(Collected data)
# # # #

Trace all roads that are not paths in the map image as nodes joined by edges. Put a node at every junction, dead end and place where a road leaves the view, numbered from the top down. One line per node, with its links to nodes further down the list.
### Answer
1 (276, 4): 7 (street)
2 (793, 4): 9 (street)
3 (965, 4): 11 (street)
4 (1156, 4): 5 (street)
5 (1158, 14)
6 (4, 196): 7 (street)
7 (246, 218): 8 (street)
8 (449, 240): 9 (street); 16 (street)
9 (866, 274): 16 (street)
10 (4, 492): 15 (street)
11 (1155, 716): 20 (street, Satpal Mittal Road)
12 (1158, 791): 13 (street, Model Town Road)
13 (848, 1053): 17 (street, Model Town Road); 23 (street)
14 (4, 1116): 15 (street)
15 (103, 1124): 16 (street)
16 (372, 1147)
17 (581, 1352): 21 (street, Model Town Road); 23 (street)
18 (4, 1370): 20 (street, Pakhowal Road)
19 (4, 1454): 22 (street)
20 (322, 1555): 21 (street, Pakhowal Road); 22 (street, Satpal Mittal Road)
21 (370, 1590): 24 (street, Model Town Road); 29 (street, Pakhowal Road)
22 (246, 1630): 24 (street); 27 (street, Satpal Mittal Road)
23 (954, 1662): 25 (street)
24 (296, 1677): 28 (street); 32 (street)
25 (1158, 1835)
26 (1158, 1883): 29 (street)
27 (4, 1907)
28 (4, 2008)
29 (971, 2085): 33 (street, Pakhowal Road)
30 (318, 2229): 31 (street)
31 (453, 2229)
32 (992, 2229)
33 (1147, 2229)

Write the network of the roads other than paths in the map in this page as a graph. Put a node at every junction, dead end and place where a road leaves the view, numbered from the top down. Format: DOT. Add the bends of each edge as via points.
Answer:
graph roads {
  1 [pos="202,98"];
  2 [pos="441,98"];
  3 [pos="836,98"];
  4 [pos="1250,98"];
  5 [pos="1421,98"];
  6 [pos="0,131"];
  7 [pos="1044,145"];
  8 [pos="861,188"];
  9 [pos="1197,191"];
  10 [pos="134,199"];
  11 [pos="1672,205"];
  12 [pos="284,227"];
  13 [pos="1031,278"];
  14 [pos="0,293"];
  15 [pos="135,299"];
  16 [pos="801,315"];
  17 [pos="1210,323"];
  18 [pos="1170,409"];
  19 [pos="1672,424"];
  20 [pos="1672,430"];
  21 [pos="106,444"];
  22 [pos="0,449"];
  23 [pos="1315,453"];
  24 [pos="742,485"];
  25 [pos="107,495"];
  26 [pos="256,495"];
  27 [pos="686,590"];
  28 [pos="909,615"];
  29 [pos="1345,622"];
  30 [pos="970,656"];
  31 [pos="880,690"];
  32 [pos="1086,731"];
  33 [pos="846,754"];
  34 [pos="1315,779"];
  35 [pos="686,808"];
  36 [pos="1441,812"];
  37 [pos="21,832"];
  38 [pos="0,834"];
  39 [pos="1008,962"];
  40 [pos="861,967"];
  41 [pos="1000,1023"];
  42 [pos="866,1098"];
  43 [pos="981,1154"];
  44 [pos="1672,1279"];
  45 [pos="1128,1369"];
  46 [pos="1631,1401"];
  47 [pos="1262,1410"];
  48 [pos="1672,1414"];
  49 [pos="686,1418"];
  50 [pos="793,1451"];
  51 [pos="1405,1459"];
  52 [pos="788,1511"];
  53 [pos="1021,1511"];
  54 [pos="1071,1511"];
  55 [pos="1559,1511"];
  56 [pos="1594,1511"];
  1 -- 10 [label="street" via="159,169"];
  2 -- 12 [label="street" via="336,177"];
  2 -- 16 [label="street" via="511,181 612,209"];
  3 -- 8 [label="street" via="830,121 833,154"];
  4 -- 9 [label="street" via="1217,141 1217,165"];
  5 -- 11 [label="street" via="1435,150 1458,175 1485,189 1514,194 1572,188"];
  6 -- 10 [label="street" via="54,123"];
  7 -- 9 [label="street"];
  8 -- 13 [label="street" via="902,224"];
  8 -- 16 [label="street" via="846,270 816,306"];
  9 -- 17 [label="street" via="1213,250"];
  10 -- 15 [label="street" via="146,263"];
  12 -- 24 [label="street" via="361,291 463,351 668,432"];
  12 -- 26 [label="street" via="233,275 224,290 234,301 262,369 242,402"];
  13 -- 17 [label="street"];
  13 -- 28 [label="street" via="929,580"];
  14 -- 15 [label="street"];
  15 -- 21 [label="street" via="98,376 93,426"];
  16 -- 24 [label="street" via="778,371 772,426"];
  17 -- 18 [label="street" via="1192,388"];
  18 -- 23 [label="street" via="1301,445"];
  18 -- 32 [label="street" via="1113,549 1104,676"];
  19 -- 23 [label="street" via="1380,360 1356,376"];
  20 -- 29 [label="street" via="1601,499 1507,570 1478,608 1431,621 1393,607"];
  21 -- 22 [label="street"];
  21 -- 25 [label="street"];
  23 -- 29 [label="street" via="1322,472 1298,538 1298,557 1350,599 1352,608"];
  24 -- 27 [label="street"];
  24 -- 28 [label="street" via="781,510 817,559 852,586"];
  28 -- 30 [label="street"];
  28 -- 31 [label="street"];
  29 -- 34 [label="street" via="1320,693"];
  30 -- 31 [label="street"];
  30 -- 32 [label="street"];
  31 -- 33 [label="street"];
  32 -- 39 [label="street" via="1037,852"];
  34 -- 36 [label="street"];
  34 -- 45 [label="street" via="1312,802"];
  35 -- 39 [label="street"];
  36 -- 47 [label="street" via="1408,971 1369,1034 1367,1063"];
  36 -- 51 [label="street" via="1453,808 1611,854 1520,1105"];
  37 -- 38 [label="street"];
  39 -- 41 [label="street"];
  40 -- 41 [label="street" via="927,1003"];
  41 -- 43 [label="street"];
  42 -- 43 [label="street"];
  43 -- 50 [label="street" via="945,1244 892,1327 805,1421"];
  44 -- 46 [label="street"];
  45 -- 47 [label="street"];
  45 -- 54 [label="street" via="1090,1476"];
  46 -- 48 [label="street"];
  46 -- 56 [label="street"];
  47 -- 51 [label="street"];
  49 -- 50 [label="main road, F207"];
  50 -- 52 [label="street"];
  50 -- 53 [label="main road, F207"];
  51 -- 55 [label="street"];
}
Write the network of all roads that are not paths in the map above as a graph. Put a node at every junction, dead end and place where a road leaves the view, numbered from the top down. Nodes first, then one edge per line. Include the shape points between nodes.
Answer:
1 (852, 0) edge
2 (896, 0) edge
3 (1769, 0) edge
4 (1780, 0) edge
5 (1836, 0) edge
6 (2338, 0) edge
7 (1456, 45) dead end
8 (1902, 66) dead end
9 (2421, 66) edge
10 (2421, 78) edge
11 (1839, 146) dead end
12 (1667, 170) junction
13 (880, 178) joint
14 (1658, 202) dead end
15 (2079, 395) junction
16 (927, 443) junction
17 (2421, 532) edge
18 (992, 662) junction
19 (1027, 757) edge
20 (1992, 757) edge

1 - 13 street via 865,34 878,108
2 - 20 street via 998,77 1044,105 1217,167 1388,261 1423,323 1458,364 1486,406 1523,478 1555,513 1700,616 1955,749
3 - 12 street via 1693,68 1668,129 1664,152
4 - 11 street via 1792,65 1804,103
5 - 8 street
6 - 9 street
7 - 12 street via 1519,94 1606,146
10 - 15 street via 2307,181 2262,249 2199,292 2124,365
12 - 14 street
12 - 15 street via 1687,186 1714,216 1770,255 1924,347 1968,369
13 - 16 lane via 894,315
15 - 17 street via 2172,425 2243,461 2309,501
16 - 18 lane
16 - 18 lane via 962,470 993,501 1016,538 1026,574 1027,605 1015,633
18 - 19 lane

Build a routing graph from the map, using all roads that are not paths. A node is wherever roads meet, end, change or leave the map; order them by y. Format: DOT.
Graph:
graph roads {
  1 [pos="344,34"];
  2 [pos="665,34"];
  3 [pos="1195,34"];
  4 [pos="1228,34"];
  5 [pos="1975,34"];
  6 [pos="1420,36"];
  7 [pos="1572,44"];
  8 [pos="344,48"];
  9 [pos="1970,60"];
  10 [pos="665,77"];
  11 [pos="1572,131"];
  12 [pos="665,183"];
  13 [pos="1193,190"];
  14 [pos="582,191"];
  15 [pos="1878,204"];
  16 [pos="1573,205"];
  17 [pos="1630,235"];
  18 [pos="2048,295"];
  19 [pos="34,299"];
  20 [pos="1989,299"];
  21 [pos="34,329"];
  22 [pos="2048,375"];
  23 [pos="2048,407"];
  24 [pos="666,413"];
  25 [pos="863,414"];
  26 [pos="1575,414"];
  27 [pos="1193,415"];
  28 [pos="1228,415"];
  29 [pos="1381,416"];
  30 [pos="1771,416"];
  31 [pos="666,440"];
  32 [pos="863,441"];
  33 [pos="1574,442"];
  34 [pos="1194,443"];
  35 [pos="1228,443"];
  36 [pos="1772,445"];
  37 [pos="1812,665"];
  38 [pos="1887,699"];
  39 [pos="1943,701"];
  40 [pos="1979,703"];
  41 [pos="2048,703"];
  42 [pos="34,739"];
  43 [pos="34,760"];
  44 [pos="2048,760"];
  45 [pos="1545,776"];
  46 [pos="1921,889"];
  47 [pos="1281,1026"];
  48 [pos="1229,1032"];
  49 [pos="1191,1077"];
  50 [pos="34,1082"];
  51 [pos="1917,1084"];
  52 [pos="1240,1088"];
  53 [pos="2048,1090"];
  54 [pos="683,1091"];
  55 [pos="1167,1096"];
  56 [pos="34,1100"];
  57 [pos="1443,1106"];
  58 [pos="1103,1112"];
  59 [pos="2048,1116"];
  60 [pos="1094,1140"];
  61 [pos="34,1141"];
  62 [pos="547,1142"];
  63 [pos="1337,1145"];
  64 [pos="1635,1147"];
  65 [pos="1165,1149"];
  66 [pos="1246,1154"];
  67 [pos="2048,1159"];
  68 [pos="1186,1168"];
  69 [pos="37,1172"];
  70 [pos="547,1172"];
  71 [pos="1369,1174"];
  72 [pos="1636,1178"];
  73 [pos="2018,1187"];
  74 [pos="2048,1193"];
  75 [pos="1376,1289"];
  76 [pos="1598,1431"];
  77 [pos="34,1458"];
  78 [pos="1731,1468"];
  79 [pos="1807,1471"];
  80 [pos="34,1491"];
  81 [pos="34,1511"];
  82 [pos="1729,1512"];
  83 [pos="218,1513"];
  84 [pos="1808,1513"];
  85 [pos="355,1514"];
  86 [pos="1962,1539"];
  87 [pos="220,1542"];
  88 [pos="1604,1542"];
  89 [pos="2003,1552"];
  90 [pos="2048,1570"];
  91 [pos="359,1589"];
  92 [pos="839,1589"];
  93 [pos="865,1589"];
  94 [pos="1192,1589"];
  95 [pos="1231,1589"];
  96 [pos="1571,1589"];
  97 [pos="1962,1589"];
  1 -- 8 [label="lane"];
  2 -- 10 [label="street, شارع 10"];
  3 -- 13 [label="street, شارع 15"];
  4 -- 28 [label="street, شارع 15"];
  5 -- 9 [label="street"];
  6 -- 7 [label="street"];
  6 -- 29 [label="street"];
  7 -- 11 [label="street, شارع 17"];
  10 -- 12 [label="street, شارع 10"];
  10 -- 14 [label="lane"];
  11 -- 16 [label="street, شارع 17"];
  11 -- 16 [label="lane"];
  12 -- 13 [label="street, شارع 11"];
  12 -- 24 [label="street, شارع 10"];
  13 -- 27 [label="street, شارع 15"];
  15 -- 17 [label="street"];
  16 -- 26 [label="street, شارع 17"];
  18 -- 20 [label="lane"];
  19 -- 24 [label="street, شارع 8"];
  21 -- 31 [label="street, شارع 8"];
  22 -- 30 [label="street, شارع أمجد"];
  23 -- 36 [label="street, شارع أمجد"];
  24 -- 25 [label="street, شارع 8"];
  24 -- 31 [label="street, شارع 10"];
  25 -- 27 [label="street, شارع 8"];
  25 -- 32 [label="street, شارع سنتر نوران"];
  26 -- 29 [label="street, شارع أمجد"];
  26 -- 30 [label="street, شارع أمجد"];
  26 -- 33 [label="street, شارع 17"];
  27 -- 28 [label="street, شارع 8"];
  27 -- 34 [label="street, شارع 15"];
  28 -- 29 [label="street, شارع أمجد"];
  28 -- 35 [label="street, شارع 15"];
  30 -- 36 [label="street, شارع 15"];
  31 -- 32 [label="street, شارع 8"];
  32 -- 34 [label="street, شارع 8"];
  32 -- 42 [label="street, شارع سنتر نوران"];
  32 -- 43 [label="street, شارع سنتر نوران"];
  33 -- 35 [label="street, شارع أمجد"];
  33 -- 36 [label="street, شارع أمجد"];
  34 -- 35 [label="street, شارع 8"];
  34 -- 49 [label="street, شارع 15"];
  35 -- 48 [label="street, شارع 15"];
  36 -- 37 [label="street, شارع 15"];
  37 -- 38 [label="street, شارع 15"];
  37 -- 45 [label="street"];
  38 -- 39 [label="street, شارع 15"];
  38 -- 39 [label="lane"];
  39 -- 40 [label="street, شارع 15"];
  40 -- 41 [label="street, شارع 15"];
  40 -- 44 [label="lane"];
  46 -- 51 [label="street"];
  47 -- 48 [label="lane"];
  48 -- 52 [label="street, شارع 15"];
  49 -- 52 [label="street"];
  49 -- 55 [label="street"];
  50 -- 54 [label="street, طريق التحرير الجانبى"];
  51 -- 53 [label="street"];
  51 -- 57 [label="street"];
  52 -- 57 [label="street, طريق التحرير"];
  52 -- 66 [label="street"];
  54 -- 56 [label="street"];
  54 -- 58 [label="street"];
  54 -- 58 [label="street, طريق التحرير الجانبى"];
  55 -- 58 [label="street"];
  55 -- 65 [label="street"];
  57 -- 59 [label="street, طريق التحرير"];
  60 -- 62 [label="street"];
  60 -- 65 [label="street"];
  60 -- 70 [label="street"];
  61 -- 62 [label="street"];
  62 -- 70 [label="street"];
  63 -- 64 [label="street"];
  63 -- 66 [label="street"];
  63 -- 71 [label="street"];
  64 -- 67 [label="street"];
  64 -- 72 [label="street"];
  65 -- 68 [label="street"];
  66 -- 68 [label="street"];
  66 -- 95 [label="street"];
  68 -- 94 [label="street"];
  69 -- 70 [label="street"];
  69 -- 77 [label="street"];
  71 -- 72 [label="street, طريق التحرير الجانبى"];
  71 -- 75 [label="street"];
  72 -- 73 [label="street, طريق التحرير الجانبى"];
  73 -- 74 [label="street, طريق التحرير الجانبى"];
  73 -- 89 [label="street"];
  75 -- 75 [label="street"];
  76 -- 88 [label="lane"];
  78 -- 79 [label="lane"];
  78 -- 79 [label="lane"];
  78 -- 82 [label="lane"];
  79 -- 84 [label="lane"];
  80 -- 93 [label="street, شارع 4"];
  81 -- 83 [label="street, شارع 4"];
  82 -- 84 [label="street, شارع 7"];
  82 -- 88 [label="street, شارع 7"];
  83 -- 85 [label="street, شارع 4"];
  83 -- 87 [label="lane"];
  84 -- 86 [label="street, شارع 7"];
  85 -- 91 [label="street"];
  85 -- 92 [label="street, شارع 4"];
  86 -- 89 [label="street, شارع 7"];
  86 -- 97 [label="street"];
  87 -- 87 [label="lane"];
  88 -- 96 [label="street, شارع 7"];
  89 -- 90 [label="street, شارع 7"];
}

# # # #

§ **The task**: In the records above, locate the lines holding the word "from". Copy each of them.

§ **Answer for the task**:
Trace all roads that are not paths in the map image as nodes joined by edges. Put a node at every junction, dead end and place where a road leaves the view, numbered from the top down. One line per node, with its links to nodes further down the list.
Write the network of the roads other than paths in the map in this page as a graph. Put a node at every junction, dead end and place where a road leaves the view, numbered from the top down. Format: DOT. Add the bends of each edge as via points.
Write the network of all roads that are not paths in the map above as a graph. Put a node at every junction, dead end and place where a road leaves the view, numbered from the top down. Nodes first, then one edge per line. Include the shape points between nodes.
Build a routing graph from the map, using all roads that are not paths. A node is wherever roads meet, end, change or leave the map; order them by y. Format: DOT.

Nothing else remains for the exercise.